Fino al 1989 vigeva in Italia un codice di procedura penale essenzialmente inquisitorio.
La Corte Costituzionale aveva smussato negli anni Sessanta e Settanta alcuni degli aspetti più tipici del regime corporativo, ma l’impianto era rimasto quello del 1930. Una giustizia mal governata, percepita come attore autocratico ed esageratamente geloso del proprio aspetto punitivo, avvia i peggiori guasti storici: se il conservatorismo liberale non aveva modificato adeguatamente le proprie procedure, ci avrebbe finalmente pensato il fascismo.
Questo il leit-motiv di ogni cambio della guardia (non solo sulla giustizia, in realtà; scuola e mercato del lavoro tendono a subire in Italia lo stesso trattamento… E non parliamo, per carità di patria, della legge elettorale).
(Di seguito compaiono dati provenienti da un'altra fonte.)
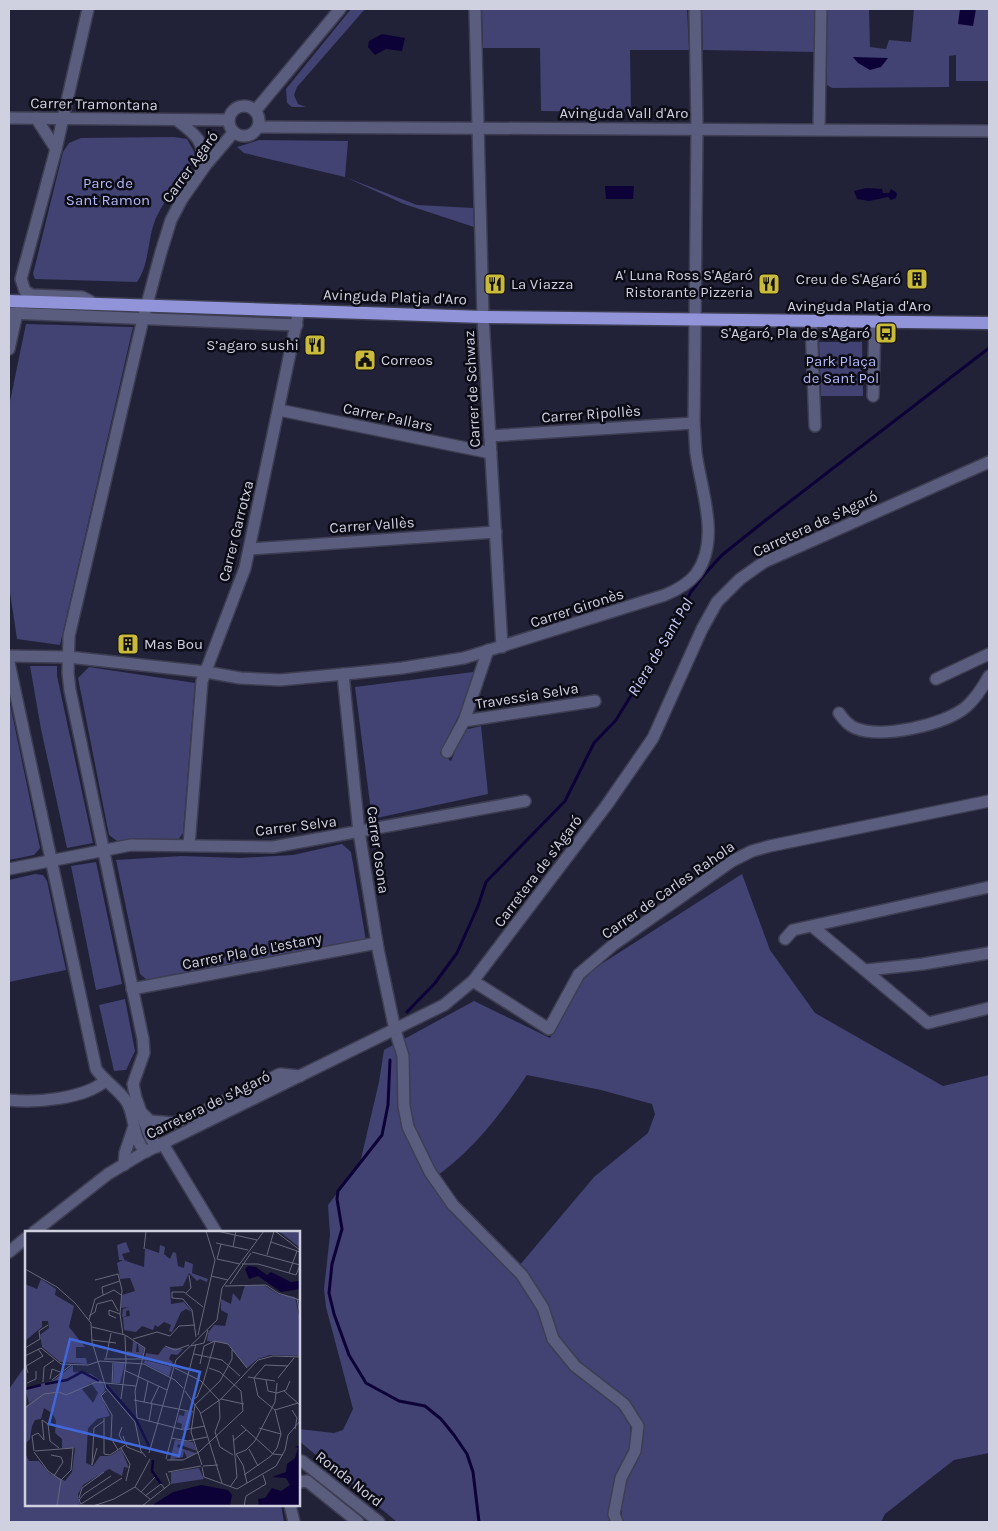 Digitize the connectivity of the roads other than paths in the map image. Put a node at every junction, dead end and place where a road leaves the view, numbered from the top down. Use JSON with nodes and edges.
{"nodes":[{"id":1,"x":88,"y":9,"type":"edge"},
{"id":2,"x":339,"y":9,"type":"edge"},
{"id":3,"x":476,"y":9,"type":"edge"},
{"id":4,"x":695,"y":9,"type":"edge"},
{"id":5,"x":821,"y":9,"type":"edge"},
{"id":6,"x":255,"y":111,"type":"junction"},
{"id":7,"x":9,"y":118,"type":"edge"},
{"id":8,"x":36,"y":118,"type":"junction"},
{"id":9,"x":62,"y":119,"type":"junction"},
{"id":10,"x":228,"y":120,"type":"junction"},
{"id":11,"x":178,"y":121,"type":"junction"},
{"id":12,"x":258,"y":127,"type":"junction"},
{"id":13,"x":479,"y":127,"type":"junction"},
{"id":14,"x":697,"y":128,"type":"junction"},
{"id":15,"x":819,"y":128,"type":"junction"},
{"id":16,"x":989,"y":131,"type":"edge"},
{"id":17,"x":233,"y":133,"type":"junction"},
{"id":18,"x":56,"y":149,"type":"junction"},
{"id":19,"x":205,"y":166,"type":"junction"},
{"id":20,"x":9,"y":301,"type":"edge"},
{"id":21,"x":96,"y":304,"type":"junction"},
{"id":22,"x":146,"y":306,"type":"junction"},
{"id":23,"x":299,"y":310,"type":"junction"},
{"id":24,"x":13,"y":313,"type":"edge"},
{"id":25,"x":483,"y":317,"type":"junction"},
{"id":26,"x":143,"y":319,"type":"junction"},
{"id":27,"x":695,"y":321,"type":"junction"},
{"id":28,"x":811,"y":322,"type":"junction"},
{"id":29,"x":875,"y":322,"type":"junction"},
{"id":30,"x":989,"y":323,"type":"edge"},
{"id":31,"x":297,"y":325,"type":"junction"},
{"id":32,"x":9,"y":349,"type":"edge"},
{"id":33,"x":873,"y":396,"type":"dead end"},
{"id":34,"x":279,"y":410,"type":"junction"},
{"id":35,"x":694,"y":423,"type":"junction"},
{"id":36,"x":815,"y":426,"type":"dead end"},
{"id":37,"x":490,"y":436,"type":"junction"},
{"id":38,"x":491,"y":453,"type":"junction"},
{"id":39,"x":989,"y":462,"type":"edge"},
{"id":40,"x":496,"y":532,"type":"junction"},
{"id":41,"x":250,"y":549,"type":"junction"},
{"id":42,"x":502,"y":646,"type":"junction"},
{"id":43,"x":488,"y":650,"type":"junction"},
{"id":44,"x":989,"y":654,"type":"edge"},
{"id":45,"x":9,"y":656,"type":"edge"},
{"id":46,"x":68,"y":657,"type":"junction"},
{"id":47,"x":9,"y":662,"type":"edge"},
{"id":48,"x":206,"y":672,"type":"junction"},
{"id":49,"x":343,"y":674,"type":"junction"},
{"id":50,"x":989,"y":676,"type":"edge"},
{"id":51,"x":936,"y":679,"type":"dead end"},
{"id":52,"x":595,"y":701,"type":"dead end"},
{"id":53,"x":838,"y":713,"type":"dead end"},
{"id":54,"x":464,"y":720,"type":"junction"},
{"id":55,"x":447,"y":752,"type":"dead end"},
{"id":56,"x":525,"y":801,"type":"dead end"},
{"id":57,"x":989,"y":801,"type":"edge"},
{"id":58,"x":359,"y":832,"type":"junction"},
{"id":59,"x":189,"y":845,"type":"junction"},
{"id":60,"x":103,"y":850,"type":"junction"},
{"id":61,"x":51,"y":860,"type":"junction"},
{"id":62,"x":9,"y":869,"type":"edge"},
{"id":63,"x":989,"y":888,"type":"edge"},
{"id":64,"x":813,"y":927,"type":"junction"},
{"id":65,"x":785,"y":939,"type":"dead end"},
{"id":66,"x":377,"y":942,"type":"junction"},
{"id":67,"x":989,"y":953,"type":"edge"},
{"id":68,"x":866,"y":970,"type":"junction"},
{"id":69,"x":473,"y":981,"type":"junction"},
{"id":70,"x":132,"y":988,"type":"junction"},
{"id":71,"x":989,"y":1008,"type":"edge"},
{"id":72,"x":395,"y":1030,"type":"junction"},
{"id":73,"x":302,"y":1076,"type":"junction"},
{"id":74,"x":105,"y":1081,"type":"junction"},
{"id":75,"x":9,"y":1100,"type":"edge"},
{"id":76,"x":143,"y":1114,"type":"junction"},
{"id":77,"x":133,"y":1129,"type":"junction"},
{"id":78,"x":160,"y":1145,"type":"junction"},
{"id":79,"x":146,"y":1152,"type":"junction"},
{"id":80,"x":124,"y":1165,"type":"junction"},
{"id":81,"x":35,"y":1231,"type":"edge"},
{"id":82,"x":215,"y":1231,"type":"edge"},
{"id":83,"x":25,"y":1239,"type":"edge"},
{"id":84,"x":9,"y":1252,"type":"edge"},
{"id":85,"x":300,"y":1461,"type":"edge"},
{"id":86,"x":300,"y":1482,"type":"edge"},
{"id":87,"x":290,"y":1506,"type":"edge"},
{"id":88,"x":294,"y":1522,"type":"edge"},
{"id":89,"x":358,"y":1522,"type":"edge"},
{"id":90,"x":379,"y":1522,"type":"edge"},
{"id":91,"x":616,"y":1522,"type":"edge"}],
"edges":[{"from":1,"to":9,"type":"street"},
{"from":2,"to":6,"type":"street"},
{"from":3,"to":13,"type":"street","name":"Carrer de Schwaz"},
{"from":4,"to":14,"type":"street","name":"Carrer Gironès"},
{"from":5,"to":15,"type":"street"},
{"from":6,"to":10,"type":"street"},
{"from":6,"to":12,"type":"street"},
{"from":7,"to":8,"type":"street","name":"Carrer Tramontana"},
{"from":8,"to":9,"type":"street","name":"Carrer Tramontana"},
{"from":8,"to":18,"type":"street"},
{"from":9,"to":11,"type":"street","name":"Carrer Tramontana"},
{"from":9,"to":18,"type":"street"},
{"from":10,"to":11,"type":"street","name":"Carrer Tramontana"},
{"from":10,"to":17,"type":"street"},
{"from":11,"to":19,"type":"street","name":"Carrer Tramontana"},
{"from":12,"to":13,"type":"street","name":"Avinguda Vall d'Aro"},
{"from":12,"to":17,"type":"street"},
{"from":13,"to":14,"type":"street","name":"Avinguda Vall d'Aro"},
{"from":13,"to":25,"type":"street","name":"Carrer de Schwaz"},
{"from":14,"to":15,"type":"street","name":"Avinguda Vall d'Aro"},
{"from":14,"to":27,"type":"street","name":"Carrer Gironès"},
{"from":15,"to":16,"type":"street","name":"Avinguda Vall d'Aro"},
{"from":17,"to":19,"type":"street","name":"Carrer Agaró"},
{"from":18,"to":21,"type":"street"},
{"from":19,"to":22,"type":"street","name":"Carrer Agaró"},
{"from":20,"to":21,"type":"main road","name":"Avinguda Platja d'Aro"},
{"from":21,"to":22,"type":"main road","name":"Avinguda Platja d'Aro"},
{"from":22,"to":23,"type":"main road","name":"Avinguda Platja d'Aro"},
{"from":22,"to":26,"type":"street","name":"Carrer Agaró"},
{"from":23,"to":25,"type":"main road","name":"Avinguda Platja d'Aro"},
{"from":23,"to":31,"type":"street","name":"Carrer Garrotxa"},
{"from":24,"to":26,"type":"street"},
{"from":24,"to":32,"type":"street"},
{"from":25,"to":27,"type":"main road","name":"Avinguda Platja d'Aro"},
{"from":25,"to":37,"type":"street","name":"Carrer de Schwaz"},
{"from":26,"to":31,"type":"street"},
{"from":26,"to":46,"type":"street","name":"Carrer Agaró"},
{"from":27,"to":28,"type":"main road","name":"Avinguda Platja d'Aro"},
{"from":27,"to":35,"type":"street","name":"Carrer Gironès"},
{"from":28,"to":29,"type":"main road","name":"Avinguda Platja d'Aro"},
{"from":28,"to":36,"type":"street"},
{"from":29,"to":30,"type":"main road","name":"Avinguda Platja d'Aro"},
{"from":29,"to":33,"type":"street"},
{"from":31,"to":34,"type":"street","name":"Carrer Garrotxa"},
{"from":34,"to":38,"type":"street","name":"Carrer Pallars"},
{"from":34,"to":41,"type":"street","name":"Carrer Garrotxa"},
{"from":35,"to":37,"type":"street","name":"Carrer Ripollès"},
{"from":35,"to":42,"type":"street","name":"Carrer Gironès"},
{"from":37,"to":38,"type":"street","name":"Carrer de Schwaz"},
{"from":38,"to":40,"type":"street","name":"Carrer de Schwaz"},
{"from":39,"to":69,"type":"street","name":"Carretera de s'Agaró"},
{"from":40,"to":41,"type":"street","name":"Carrer Vallès"},
{"from":40,"to":42,"type":"street","name":"Carrer de Schwaz"},
{"from":41,"to":48,"type":"street","name":"Carrer Garrotxa"},
{"from":42,"to":43,"type":"street","name":"Carrer Gironès"},
{"from":43,"to":49,"type":"street","name":"Carrer Gironès"},
{"from":43,"to":54,"type":"street","name":"Travessia Selva"},
{"from":44,"to":51,"type":"street"},
{"from":45,"to":46,"type":"street","name":"Carrer Gironès"},
{"from":46,"to":48,"type":"street","name":"Carrer Gironès"},
{"from":46,"to":60,"type":"street","name":"Carrer Agaró"},
{"from":47,"to":61,"type":"street"},
{"from":48,"to":49,"type":"street","name":"Carrer Gironès"},
{"from":48,"to":59,"type":"street","name":"Carrer Garrotxa"},
{"from":49,"to":58,"type":"street","name":"Carrer Osona"},
{"from":50,"to":53,"type":"street"},
{"from":52,"to":54,"type":"street","name":"Travessia Selva"},
{"from":54,"to":55,"type":"street","name":"Travessia Selva"},
{"from":56,"to":58,"type":"street","name":"Carrer Selva"},
{"from":57,"to":69,"type":"street","name":"Carrer de Carles Rahola"},
{"from":58,"to":59,"type":"street","name":"Carrer Selva"},
{"from":58,"to":66,"type":"street","name":"Carrer Osona"},
{"from":59,"to":60,"type":"street","name":"Carrer Selva"},
{"from":60,"to":61,"type":"street","name":"Carrer Selva"},
{"from":60,"to":70,"type":"street","name":"Carrer Agaró"},
{"from":61,"to":62,"type":"street","name":"Carrer Selva"},
{"from":61,"to":74,"type":"street"},
{"from":63,"to":64,"type":"street"},
{"from":64,"to":65,"type":"street"},
{"from":64,"to":68,"type":"street"},
{"from":66,"to":70,"type":"street","name":"Carrer Pla de Ľestany"},
{"from":66,"to":72,"type":"street","name":"Carrer Osona"},
{"from":67,"to":68,"type":"street"},
{"from":68,"to":71,"type":"street"},
{"from":69,"to":72,"type":"street","name":"Carretera de s'Agaró"},
{"from":70,"to":76,"type":"street","name":"Carrer Agaró"},
{"from":72,"to":73,"type":"street","name":"Carretera de s'Agaró"},
{"from":72,"to":91,"type":"street","name":"Carrer Osona"},
{"from":73,"to":76,"type":"street"},
{"from":73,"to":78,"type":"street","name":"Carretera de s'Agaró"},
{"from":74,"to":75,"type":"street"},
{"from":74,"to":77,"type":"street"},
{"from":76,"to":78,"type":"street","name":"Carrer Agaró"},
{"from":77,"to":79,"type":"street"},
{"from":77,"to":80,"type":"street"},
{"from":78,"to":79,"type":"street","name":"Carretera de s'Agaró"},
{"from":78,"to":82,"type":"street","name":"Carrer Agaró"},
{"from":79,"to":80,"type":"street","name":"Carretera de s'Agaró"},
{"from":80,"to":81,"type":"street","name":"Carretera de s'Agaró"},
{"from":83,"to":84,"type":"street"},
{"from":85,"to":90,"type":"street","name":"Ronda Nord"},
{"from":86,"to":89,"type":"street","name":"Ronda Nord"},
{"from":87,"to":88,"type":"street"}]}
La nuova procedura penale, varata alla fine degli anni Ottanta, poteva contare tra i suoi promotori due socialisti democratici di attitudine garantista: Giuliano Vassalli e Gian Domenico Pisapia.
Le premesse erano quelle di una ventata liberal-democratica nella concezione e nell’amministrazione della giustizia: interlocuzione paritetica tra accusa e difesa, superamento della pena in quanto principale limitazione di libertà, filtri giurisdizionali certi, rapidi e accurati, rispetto a provvedimenti giudiziari altrimenti lesivi di diritti fondamentali.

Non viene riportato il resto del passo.